*EXERCISE PROMPT*:
Within the listing below, please show every line carrying the string "pinky".

*INPUT FOR THIS TASK*:
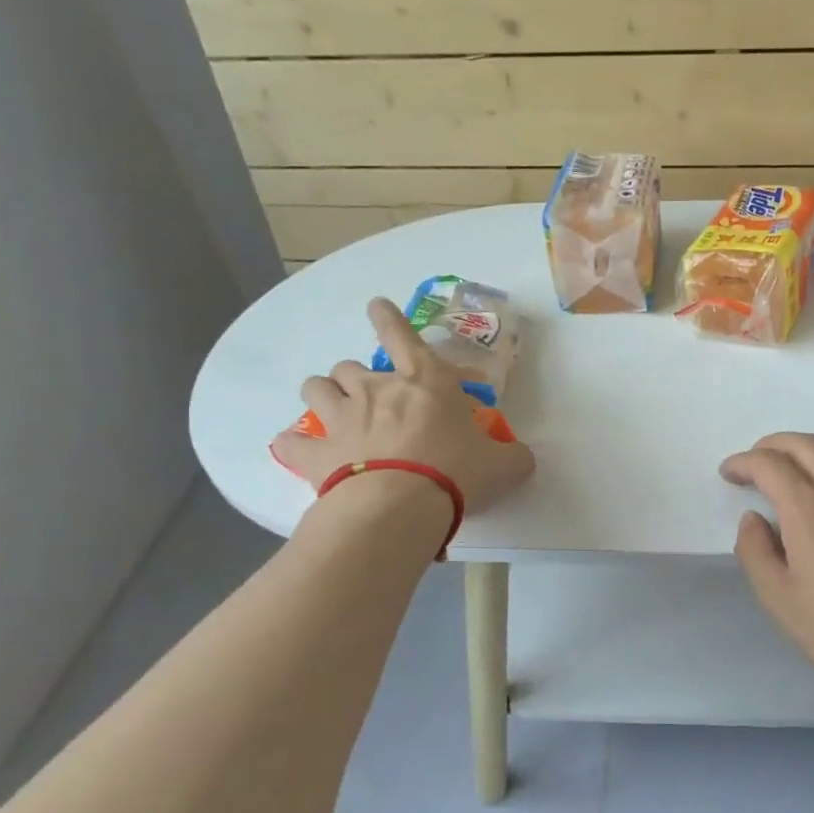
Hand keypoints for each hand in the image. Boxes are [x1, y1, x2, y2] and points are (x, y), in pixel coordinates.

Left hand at [272, 298, 535, 511]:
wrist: (401, 507)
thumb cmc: (456, 473)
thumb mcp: (502, 466)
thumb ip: (513, 456)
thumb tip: (521, 457)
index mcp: (424, 382)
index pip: (401, 335)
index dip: (388, 318)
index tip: (376, 306)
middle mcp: (376, 390)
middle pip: (350, 366)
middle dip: (357, 377)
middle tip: (372, 398)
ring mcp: (341, 419)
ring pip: (316, 388)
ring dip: (325, 395)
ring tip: (336, 413)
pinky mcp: (316, 454)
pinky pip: (292, 442)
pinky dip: (296, 446)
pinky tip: (300, 452)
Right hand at [721, 433, 813, 704]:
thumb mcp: (779, 600)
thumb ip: (755, 552)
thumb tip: (753, 519)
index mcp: (808, 510)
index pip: (769, 465)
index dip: (742, 463)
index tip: (728, 473)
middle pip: (806, 445)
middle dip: (773, 445)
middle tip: (754, 462)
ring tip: (799, 467)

*ANSWER BELOW*:
pinky mcp: (316, 454)
pinky pip: (292, 442)
pinky dip: (296, 446)
pinky tip: (300, 452)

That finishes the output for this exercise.